_ACTIVITY:_ Go through the data and copy every line in which "graph" appears.

Dataset entries

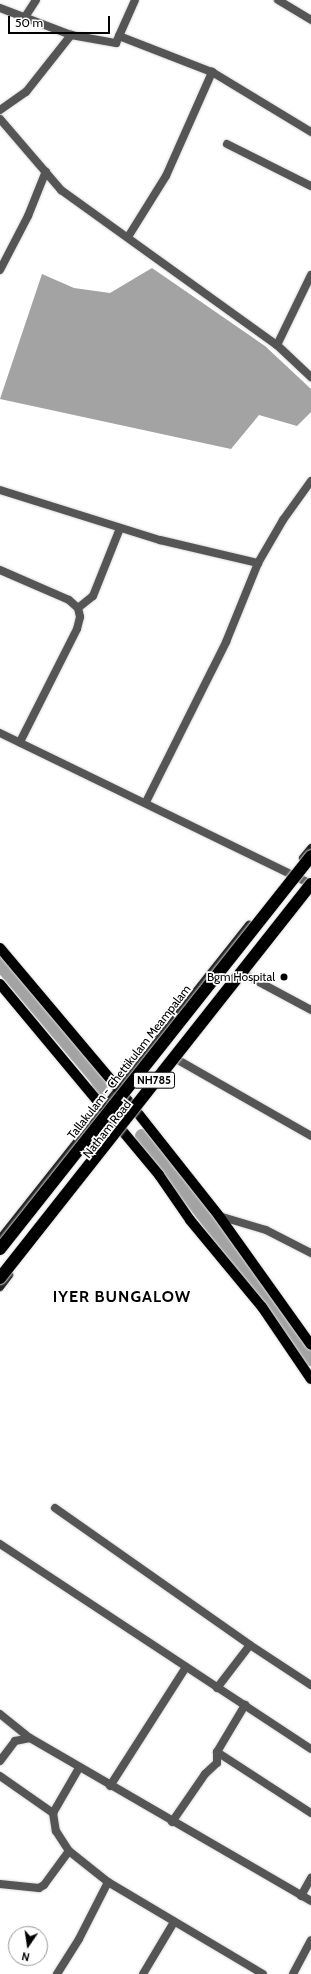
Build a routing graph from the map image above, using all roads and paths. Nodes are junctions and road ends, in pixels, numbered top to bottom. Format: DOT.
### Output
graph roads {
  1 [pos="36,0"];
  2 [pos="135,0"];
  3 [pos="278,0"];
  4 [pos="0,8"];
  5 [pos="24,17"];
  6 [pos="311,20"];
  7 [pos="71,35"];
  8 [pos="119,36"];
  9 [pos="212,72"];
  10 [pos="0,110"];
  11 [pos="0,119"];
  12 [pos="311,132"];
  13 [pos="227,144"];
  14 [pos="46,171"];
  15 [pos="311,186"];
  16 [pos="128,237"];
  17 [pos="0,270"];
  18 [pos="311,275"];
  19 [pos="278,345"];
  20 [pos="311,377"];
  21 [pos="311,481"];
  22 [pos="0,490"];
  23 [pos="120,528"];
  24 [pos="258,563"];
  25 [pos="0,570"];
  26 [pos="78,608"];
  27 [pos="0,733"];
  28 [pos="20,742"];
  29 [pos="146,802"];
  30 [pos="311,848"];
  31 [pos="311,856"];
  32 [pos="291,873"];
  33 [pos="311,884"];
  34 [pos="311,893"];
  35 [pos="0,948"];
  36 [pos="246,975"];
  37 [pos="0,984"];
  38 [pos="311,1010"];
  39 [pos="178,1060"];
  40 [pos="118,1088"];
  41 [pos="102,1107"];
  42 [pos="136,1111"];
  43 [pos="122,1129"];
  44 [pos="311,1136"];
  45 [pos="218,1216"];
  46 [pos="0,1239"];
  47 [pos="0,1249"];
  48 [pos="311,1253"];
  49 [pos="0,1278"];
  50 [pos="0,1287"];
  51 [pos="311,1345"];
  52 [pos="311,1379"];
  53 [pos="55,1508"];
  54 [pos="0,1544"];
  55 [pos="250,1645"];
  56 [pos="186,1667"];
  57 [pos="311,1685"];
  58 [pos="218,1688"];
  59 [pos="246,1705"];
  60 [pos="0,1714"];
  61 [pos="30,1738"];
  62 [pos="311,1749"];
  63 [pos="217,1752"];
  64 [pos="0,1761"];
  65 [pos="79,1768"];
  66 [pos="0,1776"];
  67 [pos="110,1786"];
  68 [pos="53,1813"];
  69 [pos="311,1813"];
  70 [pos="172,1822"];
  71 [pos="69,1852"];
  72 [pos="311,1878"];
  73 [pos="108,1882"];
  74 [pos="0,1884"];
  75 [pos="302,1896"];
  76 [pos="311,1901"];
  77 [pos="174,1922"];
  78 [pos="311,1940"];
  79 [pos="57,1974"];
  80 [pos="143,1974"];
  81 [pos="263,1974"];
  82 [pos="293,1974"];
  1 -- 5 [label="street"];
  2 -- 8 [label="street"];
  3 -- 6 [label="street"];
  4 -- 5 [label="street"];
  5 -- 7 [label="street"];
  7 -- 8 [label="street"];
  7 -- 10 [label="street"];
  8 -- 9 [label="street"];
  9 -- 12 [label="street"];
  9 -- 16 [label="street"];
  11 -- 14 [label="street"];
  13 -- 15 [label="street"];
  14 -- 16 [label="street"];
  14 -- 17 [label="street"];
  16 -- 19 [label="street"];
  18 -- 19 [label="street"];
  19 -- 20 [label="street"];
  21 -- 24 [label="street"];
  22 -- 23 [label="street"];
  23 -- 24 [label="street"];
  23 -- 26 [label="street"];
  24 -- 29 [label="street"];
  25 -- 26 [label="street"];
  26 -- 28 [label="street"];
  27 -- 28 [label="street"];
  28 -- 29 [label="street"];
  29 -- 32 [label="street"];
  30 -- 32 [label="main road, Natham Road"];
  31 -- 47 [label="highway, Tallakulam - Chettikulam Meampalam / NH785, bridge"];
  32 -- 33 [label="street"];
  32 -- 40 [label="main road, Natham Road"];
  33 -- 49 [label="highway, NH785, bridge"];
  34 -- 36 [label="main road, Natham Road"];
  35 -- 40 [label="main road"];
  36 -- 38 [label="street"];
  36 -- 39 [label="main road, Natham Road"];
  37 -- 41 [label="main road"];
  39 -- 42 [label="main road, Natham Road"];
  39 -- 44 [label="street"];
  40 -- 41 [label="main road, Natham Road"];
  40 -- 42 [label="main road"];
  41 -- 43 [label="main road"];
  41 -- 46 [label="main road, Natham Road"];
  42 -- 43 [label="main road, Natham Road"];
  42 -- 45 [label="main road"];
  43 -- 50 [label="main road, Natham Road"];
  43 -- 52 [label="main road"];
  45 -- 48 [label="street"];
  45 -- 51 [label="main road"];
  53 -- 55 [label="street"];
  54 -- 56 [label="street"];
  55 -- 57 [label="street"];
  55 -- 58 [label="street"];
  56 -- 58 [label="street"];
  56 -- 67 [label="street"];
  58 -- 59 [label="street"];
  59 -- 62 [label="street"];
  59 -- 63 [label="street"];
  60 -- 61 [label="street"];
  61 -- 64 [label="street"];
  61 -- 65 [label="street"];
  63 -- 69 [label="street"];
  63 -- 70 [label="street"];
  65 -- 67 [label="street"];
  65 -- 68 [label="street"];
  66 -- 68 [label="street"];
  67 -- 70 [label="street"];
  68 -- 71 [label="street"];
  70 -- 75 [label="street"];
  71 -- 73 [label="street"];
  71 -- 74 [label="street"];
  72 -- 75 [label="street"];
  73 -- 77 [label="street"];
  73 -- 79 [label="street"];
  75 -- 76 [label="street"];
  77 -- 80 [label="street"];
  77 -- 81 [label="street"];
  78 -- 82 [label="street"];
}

_SOLUTION FOR THIS PROBLEM:_
Build a routing graph from the map image above, using all roads and paths. Nodes are junctions and road ends, in pixels, numbered top to bottom. Format: DOT.
graph roads {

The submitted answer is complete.